Virtuoso Sponger

What Is The Sponger?

The Virtuoso Sponger is the Linked Data middleware component of Virtuoso. It generates Linked Data from a variety of data sources, and supports a wide variety of data representation and serialization formats. The Sponger is transparently integrated into Virtuoso's SPARQL Query Processor where it delivers URI de-referencing within SPARQL query patterns, across disparate data spaces. It also delivers configurable smart HTTP caching services. Optionally, it can be used by the Virtuoso Content Crawler to periodically populate and replenish data within the native RDF Quad Store.

The Sponger is also a full-fledged HTTP proxy service, directly accessible via SOAP or REST interfaces.
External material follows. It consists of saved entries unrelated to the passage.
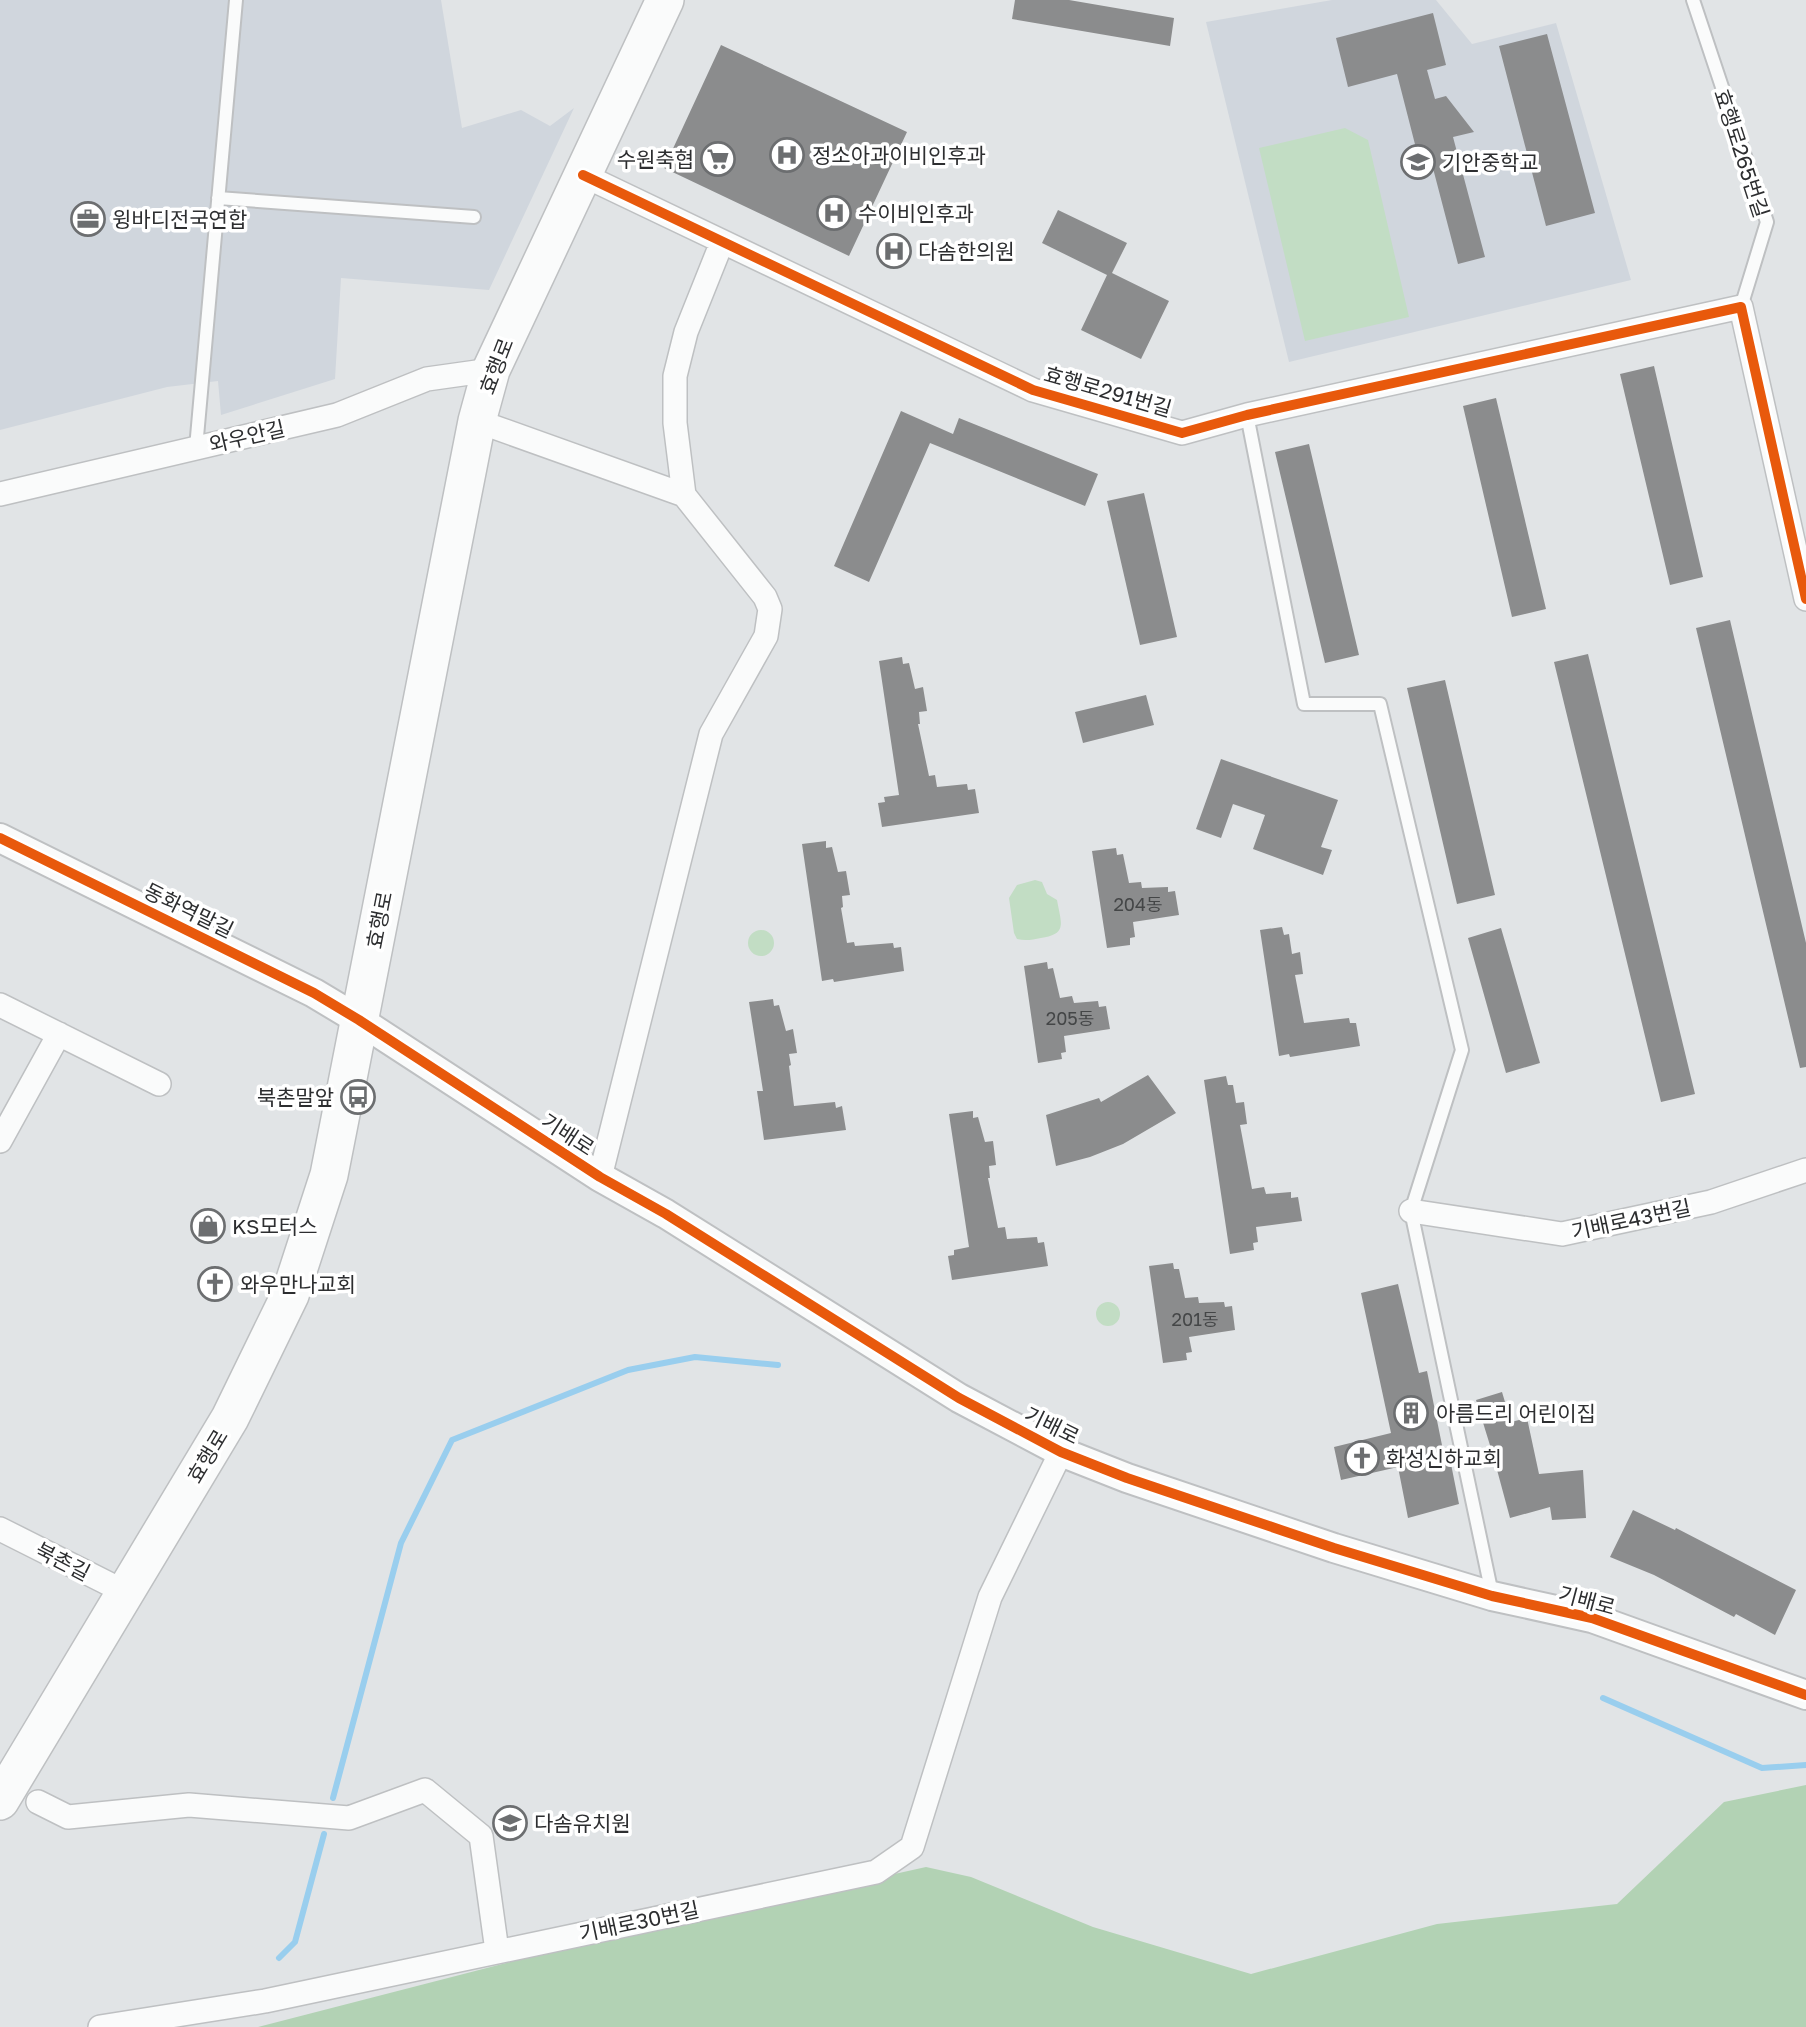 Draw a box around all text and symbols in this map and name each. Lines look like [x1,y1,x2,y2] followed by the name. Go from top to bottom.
[1709,85,1775,221] street label: 효행로265번길
[768,136,806,174] hospital icon: 정소아과이비인후과
[699,140,737,178] supermarket icon: 수원축협
[812,142,986,168] place label: 정소아과이비인후과
[1399,143,1437,181] school or university icon: 기안중학교
[617,146,694,172] place label: 수원축협
[1442,149,1539,175] place label: 기안중학교
[815,194,853,232] hospital icon: 수이비인후과
[69,200,107,238] office icon: 윙바디전국연합
[858,200,974,226] place label: 수이비인후과
[112,206,247,232] place label: 윙바디전국연합
[875,232,913,270] hospital icon: 다솜한의원
[918,238,1015,264] place label: 다솜한의원
[473,334,519,398] street label: 효행로
[1041,360,1175,422] street label: 효행로291번길
[206,415,288,457] street label: 와우안길
[140,877,238,943] street label: 동화역말길
[361,889,397,951] street label: 효행로
[1113,893,1163,915] house number: 204동
[1046,1007,1094,1029] house number: 205동
[339,1078,377,1116] bus stop icon: 북촌말앞
[257,1084,334,1110] place label: 북촌말앞
[537,1107,599,1161] street label: 기배로
[1569,1194,1693,1244] street label: 기배로43번길
[189,1207,227,1245] shop icon: KS모터스
[232,1213,317,1239] place label: KS모터스
[196,1265,234,1303] church icon: 와우만나교회
[240,1271,356,1297] place label: 와우만나교회
[1172,1308,1218,1330] house number: 201동
[1392,1394,1430,1432] building icon: 아름드리 어린이집
[1436,1400,1596,1426] place label: 아름드리 어린이집
[1020,1401,1084,1449] street label: 기배로
[181,1424,233,1488] street label: 효행로
[1343,1439,1381,1477] church icon: 화성신하교회
[1386,1445,1502,1471] place label: 화성신하교회
[31,1536,95,1586] street label: 북촌길
[1556,1580,1618,1620] street label: 기배로
[491,1804,529,1842] school or university icon: 다솜유치원
[534,1810,631,1836] place label: 다솜유치원
[577,1896,701,1946] street label: 기배로30번길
As depicted below, OpenLink?'s broad portfolio of Linked-Data-aware products supports a number of routes for creating or consuming Linked Data. The Sponger provides a key platform for developers to generate quality data meshes from unstructured or semi-structured data sources.

Why is it Important?

A majority of the worlds data naturally resides in non-Linked-Data form at the current time. The Sponger delivers middleware that accelerates the bootstrap of the Semantic Data Web by unobtrusively generating Linked Data (typically in RDF form, today) from non-Linked-Data data sources. This "Swiss army knife" for on-the-fly Linked Data generation provides a bridge between the traditional Document Web and the Linked Data Web ("Data Web").

Sponging non-Linked-Data Web sources and converting their data content to Linked Data exposes that data in a canonical form for querying and inference, and enables fast and easy construction of Linked-Data-driven "mesh-ups" (as opposed to code-driven Web 2.0 mash-ups).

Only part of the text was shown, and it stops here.